ENS Name Normalization

raffy · December 19, 2021, 1:06am

Let me break this problem up a bit more:

Why do we need normalization in the first place?

Casefolding: A vs a
Normalized forms: Å (212B) vs Å (0xC5) or . (0x2E) vs ．(0xFF0E)
Potential Junk: obviously illegal characters \[{(%&, characters that lack display, etc.
Names need to be identifiable from their context. Consider "A B.eth" if spaces were allowed.
Names also exist in a hierarchy, so they need to decompose to a series of labels with a separator (.).
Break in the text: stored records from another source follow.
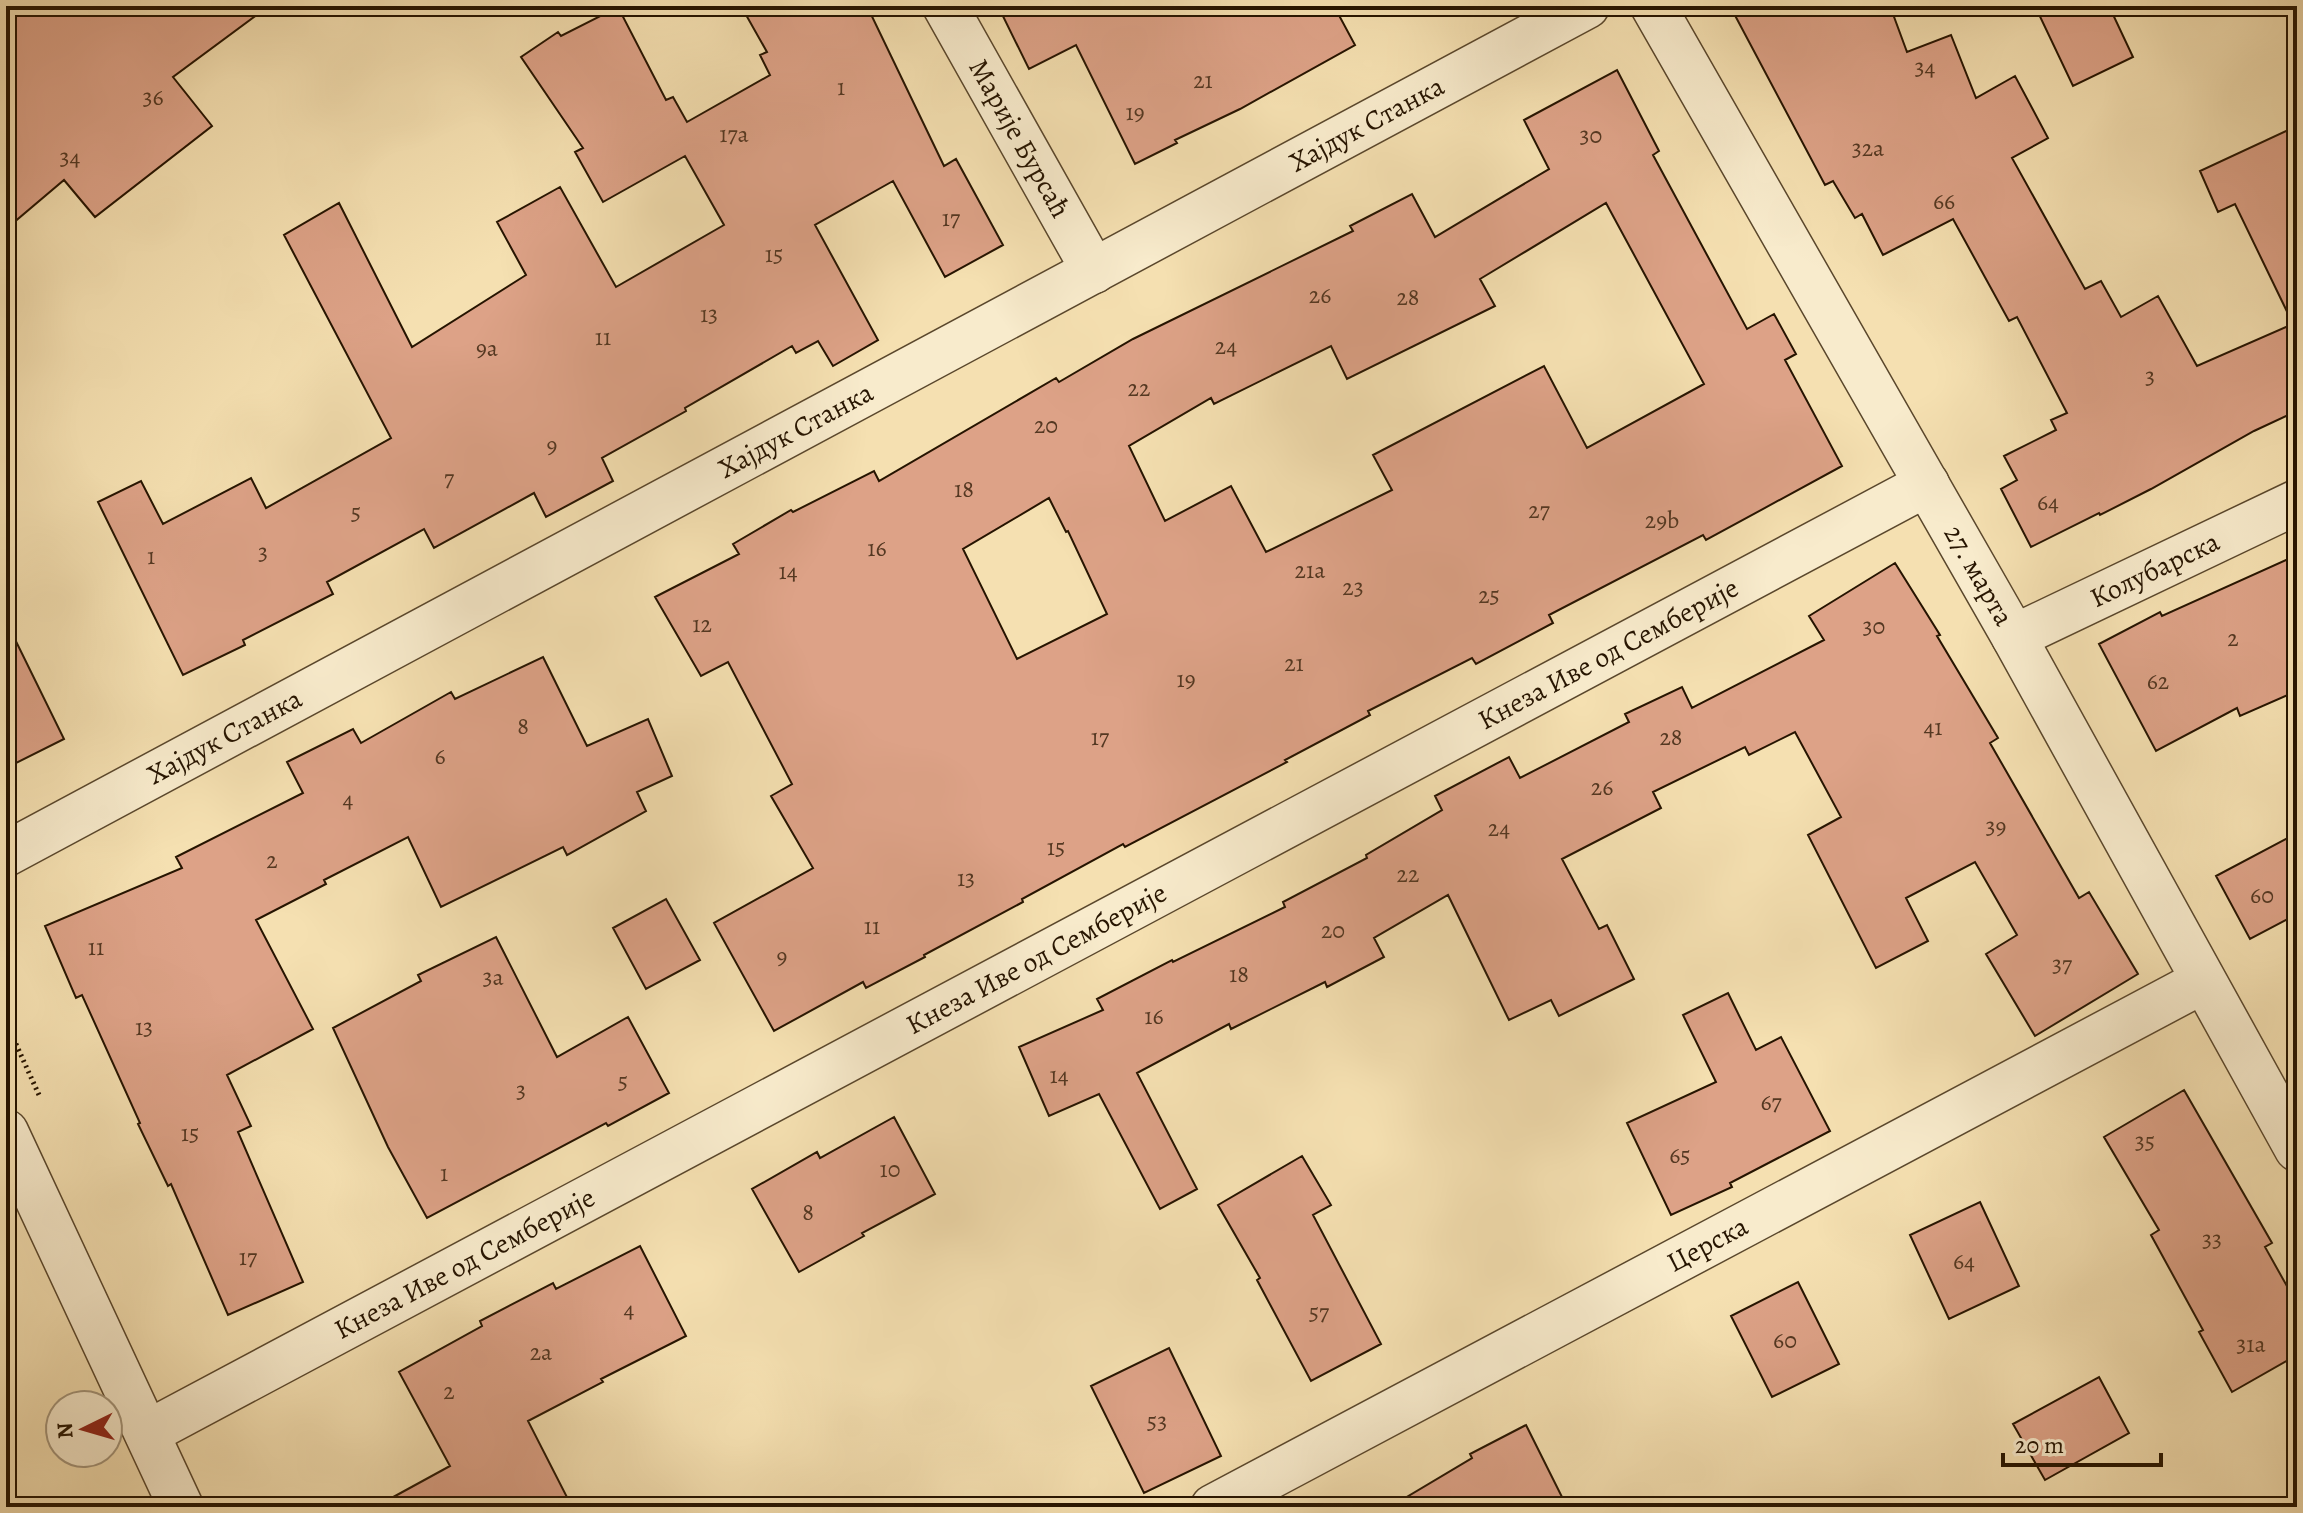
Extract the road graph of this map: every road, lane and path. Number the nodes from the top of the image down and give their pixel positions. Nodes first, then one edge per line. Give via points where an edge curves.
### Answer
1 (945, 6) edge
2 (1587, 6) edge
3 (1653, 6) edge
4 (1094, 271) junction
5 (1927, 484) junction
6 (2297, 502) edge
7 (2014, 637) junction
8 (6, 854) edge
9 (2203, 981) junction
10 (6, 1132) edge
11 (2297, 1149) edge
12 (147, 1433) junction
13 (181, 1507) edge
14 (1213, 1507) edge

1 - 4 street, Марије Бурсаћ
2 - 4 street, Хајдук Станка
3 - 5 street, 27. марта
4 - 8 street, Хајдук Станка
5 - 7 street, 27. марта
5 - 12 street, Кнеза Иве од Семберије
6 - 7 street, Колубарска
7 - 9 street, 27. марта
9 - 11 street, 27. марта
9 - 14 street, Церска
10 - 12 street
12 - 13 street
Why does this get complicated?

Alphabet overload: Latin, Greek, Subscript, Circled, Squared, Math, Full-width, Bold, Italic, Script, etc. There’s more than 20 characters that map to the letter "a".
Emoji Appearance: ⚠ (26A0) vs ⚠️ (26A0 FE0F)
Emoji ZWJ Sequences: 🏴‍☠️ (1F3F4 200D 2620 FE0F) vs 🏴☠️ (1F3F4 2620 FE0F) vs 🏴☠ (1F3F4 2620)
Unicode evolution: there will obviously be more emoji in Unicode 15 in 2022.
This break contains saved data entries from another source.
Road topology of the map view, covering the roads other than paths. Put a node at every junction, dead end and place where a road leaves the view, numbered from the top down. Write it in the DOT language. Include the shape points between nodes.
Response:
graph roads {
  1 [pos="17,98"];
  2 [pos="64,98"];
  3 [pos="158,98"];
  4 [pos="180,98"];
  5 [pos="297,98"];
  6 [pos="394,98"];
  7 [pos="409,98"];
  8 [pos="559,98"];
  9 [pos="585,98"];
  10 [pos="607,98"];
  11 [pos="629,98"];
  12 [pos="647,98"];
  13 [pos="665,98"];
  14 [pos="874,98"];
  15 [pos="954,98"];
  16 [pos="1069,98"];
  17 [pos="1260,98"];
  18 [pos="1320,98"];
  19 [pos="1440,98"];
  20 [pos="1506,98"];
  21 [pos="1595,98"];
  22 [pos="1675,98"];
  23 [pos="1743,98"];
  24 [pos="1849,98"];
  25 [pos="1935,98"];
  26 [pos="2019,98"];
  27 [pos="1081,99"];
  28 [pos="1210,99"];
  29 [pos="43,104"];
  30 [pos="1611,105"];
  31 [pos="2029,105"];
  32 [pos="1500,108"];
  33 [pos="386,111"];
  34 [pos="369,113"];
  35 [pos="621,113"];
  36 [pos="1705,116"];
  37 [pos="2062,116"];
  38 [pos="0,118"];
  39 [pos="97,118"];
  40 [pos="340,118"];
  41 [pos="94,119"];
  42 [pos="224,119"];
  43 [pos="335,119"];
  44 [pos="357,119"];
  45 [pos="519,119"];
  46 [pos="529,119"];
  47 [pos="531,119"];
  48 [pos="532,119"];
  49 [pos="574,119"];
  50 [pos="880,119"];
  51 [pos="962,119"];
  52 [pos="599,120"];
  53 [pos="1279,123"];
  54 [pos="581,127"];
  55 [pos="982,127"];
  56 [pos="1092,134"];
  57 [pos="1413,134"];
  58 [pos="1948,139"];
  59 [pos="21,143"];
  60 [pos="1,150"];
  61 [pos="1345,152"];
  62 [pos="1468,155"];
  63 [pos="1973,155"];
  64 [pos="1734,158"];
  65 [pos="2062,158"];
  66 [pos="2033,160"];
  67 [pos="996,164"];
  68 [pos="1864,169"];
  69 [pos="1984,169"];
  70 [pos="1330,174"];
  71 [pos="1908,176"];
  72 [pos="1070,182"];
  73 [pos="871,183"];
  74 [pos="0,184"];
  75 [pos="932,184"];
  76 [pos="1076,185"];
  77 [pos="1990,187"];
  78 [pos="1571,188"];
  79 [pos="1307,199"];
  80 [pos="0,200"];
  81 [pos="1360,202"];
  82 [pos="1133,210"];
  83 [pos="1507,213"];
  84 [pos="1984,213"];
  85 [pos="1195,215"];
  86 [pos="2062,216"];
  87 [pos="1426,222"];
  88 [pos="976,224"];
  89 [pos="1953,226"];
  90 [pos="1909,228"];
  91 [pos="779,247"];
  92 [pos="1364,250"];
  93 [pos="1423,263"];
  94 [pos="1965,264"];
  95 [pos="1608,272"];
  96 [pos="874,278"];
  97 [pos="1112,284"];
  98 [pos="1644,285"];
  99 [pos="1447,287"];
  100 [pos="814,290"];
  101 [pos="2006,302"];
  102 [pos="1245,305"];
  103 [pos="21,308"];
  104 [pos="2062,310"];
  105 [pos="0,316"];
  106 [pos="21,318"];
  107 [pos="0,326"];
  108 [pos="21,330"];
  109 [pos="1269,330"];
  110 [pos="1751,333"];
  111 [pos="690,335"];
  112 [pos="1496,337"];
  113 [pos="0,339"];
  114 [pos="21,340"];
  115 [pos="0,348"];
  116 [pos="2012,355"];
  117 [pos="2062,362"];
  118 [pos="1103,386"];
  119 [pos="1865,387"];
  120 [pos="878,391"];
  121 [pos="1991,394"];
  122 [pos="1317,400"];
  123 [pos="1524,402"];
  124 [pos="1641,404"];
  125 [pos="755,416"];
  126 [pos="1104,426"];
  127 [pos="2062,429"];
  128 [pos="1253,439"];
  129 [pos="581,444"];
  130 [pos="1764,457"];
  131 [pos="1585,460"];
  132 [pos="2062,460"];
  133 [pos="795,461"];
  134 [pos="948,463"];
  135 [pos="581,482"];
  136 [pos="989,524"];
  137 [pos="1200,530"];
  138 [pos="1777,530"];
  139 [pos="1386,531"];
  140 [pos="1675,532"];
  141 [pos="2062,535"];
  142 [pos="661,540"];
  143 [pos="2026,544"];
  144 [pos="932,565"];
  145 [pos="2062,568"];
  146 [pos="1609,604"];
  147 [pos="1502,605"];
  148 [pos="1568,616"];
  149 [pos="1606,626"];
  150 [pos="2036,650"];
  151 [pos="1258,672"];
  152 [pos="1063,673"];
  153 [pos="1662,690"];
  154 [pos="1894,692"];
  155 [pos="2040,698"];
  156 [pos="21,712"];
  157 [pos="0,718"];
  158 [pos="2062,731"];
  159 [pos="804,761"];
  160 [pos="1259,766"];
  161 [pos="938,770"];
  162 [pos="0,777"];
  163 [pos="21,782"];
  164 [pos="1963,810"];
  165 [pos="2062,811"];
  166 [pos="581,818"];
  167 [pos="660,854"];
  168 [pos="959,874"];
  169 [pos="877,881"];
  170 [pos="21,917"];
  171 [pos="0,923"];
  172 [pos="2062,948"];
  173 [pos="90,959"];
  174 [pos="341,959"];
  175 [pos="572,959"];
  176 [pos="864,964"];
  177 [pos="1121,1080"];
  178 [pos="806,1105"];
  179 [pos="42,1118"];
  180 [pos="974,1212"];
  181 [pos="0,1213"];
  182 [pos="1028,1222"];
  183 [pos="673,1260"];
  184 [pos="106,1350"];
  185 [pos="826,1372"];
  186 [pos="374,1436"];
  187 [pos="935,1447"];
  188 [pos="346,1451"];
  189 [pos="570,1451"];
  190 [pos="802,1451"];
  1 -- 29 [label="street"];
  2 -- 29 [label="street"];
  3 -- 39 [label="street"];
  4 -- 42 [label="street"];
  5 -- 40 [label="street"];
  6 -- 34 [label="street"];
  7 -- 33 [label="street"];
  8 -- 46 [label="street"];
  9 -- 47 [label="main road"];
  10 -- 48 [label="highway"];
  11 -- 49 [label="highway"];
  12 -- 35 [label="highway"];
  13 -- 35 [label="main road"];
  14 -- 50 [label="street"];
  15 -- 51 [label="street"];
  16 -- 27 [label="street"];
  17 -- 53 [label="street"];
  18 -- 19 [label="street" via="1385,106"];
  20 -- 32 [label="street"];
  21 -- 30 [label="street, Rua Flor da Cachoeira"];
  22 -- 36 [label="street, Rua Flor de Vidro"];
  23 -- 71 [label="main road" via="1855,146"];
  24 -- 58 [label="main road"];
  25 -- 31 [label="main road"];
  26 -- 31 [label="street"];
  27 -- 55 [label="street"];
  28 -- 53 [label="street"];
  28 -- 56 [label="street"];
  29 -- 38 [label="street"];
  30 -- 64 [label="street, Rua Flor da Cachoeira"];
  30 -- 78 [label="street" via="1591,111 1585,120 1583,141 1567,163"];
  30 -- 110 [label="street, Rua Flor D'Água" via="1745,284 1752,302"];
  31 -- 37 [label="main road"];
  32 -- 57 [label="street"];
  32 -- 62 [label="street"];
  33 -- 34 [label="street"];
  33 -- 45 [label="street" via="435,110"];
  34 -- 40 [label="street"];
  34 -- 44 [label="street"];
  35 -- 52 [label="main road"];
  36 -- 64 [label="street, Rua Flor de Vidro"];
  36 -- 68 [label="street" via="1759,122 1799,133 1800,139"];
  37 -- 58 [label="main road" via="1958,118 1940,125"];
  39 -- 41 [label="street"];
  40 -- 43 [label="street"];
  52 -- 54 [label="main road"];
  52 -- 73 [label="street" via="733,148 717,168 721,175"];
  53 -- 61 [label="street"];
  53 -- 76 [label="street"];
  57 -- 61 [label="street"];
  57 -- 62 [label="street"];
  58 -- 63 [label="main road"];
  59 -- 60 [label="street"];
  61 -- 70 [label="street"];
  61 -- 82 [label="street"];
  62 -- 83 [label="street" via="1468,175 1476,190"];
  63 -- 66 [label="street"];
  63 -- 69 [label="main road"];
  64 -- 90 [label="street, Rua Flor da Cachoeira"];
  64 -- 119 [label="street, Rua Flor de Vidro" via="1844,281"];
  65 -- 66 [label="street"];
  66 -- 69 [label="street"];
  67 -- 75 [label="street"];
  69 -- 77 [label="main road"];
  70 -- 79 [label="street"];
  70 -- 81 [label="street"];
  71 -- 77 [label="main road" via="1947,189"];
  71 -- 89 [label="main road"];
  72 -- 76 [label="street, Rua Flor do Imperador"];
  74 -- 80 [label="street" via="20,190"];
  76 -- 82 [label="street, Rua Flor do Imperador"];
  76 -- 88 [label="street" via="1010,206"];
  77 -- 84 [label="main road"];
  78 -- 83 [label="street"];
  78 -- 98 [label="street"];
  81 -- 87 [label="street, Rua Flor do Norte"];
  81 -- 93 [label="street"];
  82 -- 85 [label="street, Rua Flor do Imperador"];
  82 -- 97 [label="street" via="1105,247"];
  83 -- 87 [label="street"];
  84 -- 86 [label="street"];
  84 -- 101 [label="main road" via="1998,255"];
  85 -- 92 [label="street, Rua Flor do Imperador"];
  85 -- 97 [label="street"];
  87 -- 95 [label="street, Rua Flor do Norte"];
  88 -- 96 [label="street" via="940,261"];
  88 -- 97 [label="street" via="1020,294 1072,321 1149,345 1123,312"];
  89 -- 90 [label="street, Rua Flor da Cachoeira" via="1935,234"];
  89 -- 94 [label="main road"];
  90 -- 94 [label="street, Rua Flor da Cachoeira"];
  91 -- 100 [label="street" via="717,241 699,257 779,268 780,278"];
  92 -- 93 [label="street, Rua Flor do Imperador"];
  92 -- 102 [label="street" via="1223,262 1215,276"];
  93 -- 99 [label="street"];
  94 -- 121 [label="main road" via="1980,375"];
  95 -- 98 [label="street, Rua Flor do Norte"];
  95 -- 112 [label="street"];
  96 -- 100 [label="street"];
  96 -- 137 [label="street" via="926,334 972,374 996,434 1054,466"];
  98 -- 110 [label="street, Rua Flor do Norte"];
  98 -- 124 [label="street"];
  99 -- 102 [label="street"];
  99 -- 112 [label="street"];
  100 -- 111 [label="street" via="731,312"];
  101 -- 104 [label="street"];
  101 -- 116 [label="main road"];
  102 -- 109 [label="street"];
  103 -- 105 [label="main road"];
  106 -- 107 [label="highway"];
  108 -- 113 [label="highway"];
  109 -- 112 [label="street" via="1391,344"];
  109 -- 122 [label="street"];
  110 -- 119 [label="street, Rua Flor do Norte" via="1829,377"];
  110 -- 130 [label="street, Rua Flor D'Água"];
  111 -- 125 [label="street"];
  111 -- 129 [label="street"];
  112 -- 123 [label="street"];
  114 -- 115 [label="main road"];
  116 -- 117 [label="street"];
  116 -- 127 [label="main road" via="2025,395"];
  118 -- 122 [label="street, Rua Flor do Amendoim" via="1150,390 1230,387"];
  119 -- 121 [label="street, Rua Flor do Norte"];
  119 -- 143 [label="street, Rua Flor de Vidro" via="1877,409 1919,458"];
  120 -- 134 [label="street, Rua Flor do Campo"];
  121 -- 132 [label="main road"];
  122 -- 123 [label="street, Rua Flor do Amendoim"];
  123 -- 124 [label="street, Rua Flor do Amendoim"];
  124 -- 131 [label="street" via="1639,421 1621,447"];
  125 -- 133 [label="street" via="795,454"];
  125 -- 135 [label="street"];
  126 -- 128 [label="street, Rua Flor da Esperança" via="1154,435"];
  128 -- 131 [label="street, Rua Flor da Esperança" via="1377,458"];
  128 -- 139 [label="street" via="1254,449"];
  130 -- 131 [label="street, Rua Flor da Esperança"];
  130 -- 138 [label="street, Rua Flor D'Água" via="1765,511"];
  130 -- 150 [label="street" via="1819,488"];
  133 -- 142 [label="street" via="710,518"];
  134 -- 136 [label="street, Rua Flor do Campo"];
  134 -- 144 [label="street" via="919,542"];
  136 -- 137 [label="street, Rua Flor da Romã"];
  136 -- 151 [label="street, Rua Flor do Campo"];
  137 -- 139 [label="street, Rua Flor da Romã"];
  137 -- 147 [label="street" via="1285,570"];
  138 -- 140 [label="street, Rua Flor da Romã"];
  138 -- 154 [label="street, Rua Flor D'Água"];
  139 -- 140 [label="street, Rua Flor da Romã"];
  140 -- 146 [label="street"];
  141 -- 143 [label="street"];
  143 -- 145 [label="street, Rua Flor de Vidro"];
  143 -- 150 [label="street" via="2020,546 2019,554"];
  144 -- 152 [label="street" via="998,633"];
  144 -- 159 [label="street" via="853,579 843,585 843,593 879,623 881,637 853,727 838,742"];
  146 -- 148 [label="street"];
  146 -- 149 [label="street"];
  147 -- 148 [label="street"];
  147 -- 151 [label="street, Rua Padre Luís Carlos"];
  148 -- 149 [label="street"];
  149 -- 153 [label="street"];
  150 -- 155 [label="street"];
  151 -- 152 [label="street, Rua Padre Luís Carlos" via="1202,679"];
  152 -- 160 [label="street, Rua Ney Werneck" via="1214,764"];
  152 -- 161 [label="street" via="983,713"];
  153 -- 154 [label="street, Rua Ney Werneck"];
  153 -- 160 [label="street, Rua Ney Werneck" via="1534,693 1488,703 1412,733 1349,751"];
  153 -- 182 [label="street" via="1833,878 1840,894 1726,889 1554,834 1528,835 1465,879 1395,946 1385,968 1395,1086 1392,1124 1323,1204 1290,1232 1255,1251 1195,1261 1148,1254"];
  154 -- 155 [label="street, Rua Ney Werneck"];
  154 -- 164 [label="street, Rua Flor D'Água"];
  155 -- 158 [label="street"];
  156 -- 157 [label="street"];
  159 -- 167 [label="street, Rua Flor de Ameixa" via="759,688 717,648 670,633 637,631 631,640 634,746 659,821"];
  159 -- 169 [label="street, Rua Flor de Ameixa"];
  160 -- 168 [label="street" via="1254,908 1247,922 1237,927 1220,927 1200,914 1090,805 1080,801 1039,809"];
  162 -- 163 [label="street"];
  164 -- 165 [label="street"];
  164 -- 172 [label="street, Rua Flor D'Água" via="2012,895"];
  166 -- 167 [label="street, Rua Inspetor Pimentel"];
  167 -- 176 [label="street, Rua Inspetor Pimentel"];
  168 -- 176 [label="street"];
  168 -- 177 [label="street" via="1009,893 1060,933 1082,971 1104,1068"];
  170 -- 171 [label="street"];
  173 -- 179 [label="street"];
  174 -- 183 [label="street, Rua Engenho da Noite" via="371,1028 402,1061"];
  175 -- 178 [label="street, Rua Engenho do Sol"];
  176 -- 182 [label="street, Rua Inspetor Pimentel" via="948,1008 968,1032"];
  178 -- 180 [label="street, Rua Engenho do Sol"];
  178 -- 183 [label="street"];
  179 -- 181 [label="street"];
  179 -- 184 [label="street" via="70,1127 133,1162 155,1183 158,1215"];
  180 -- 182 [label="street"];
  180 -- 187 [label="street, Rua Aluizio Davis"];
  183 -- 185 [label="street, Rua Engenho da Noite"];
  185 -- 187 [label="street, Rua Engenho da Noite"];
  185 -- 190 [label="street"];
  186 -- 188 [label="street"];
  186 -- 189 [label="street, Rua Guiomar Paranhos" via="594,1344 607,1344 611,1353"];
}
What are the actual use-cases:

Registration: I want to rent raffy.eth, is it available?
Identity: I want to send 1E to raffy.eth

How can we improve on this?

I’ve mostly been thinking about the user-side, so I’m just going to discuss the identity aspect.

Identity

Where do name comes from?

Direct input
Copy/paste

What encoding problems naturally happen?

DNS uses punycode to represent Unicode
Some channels don’t support Unicode
Some channels mutilate Unicode (this forum outside of `-blocks)

What can go wrong?

Direct input: complex emoji are hard to write/edit, especially with joiners.
Direct input: mixed directional names are hard to write/edit
Direct input: input mistakes
Direct input: transcription confusion
Copy/paste: homograph attacks

Imagine you’re give a name, either as a placard to transcribe or text to copy/paste:

If it’s Base36 [a-z0-9], that’s a great sign (trivial case)
If it’s already normalized, that’s a good sign. Note: this is false for many emoji.
My suggestion: If it matches the display name, that’s a great sign.
If it’s Base62, that’s a good sign.
If it only requires case-folding to reach the normalized name, that’s a good sign.
If it’s IDNA, that’s an okay sign.
If it’s a single script per label, that’s an okay sign.
If it contains ignored characters, that’s a bad sign.
If it contains disallowed characters, that’s a bad sign.
If it has punycode, that’s a bad sign.

If you’re sending crypto to someone, why would you ever want to interact with a name that isn’t normalized? It’s basically a red flag.

However, 🏳️‍🌈.eth is forever unnormalized because the FE0F is stripped by IDNA rules, so it will always trigger this kind of warning. But, if we implement the display name conventions, then this would work!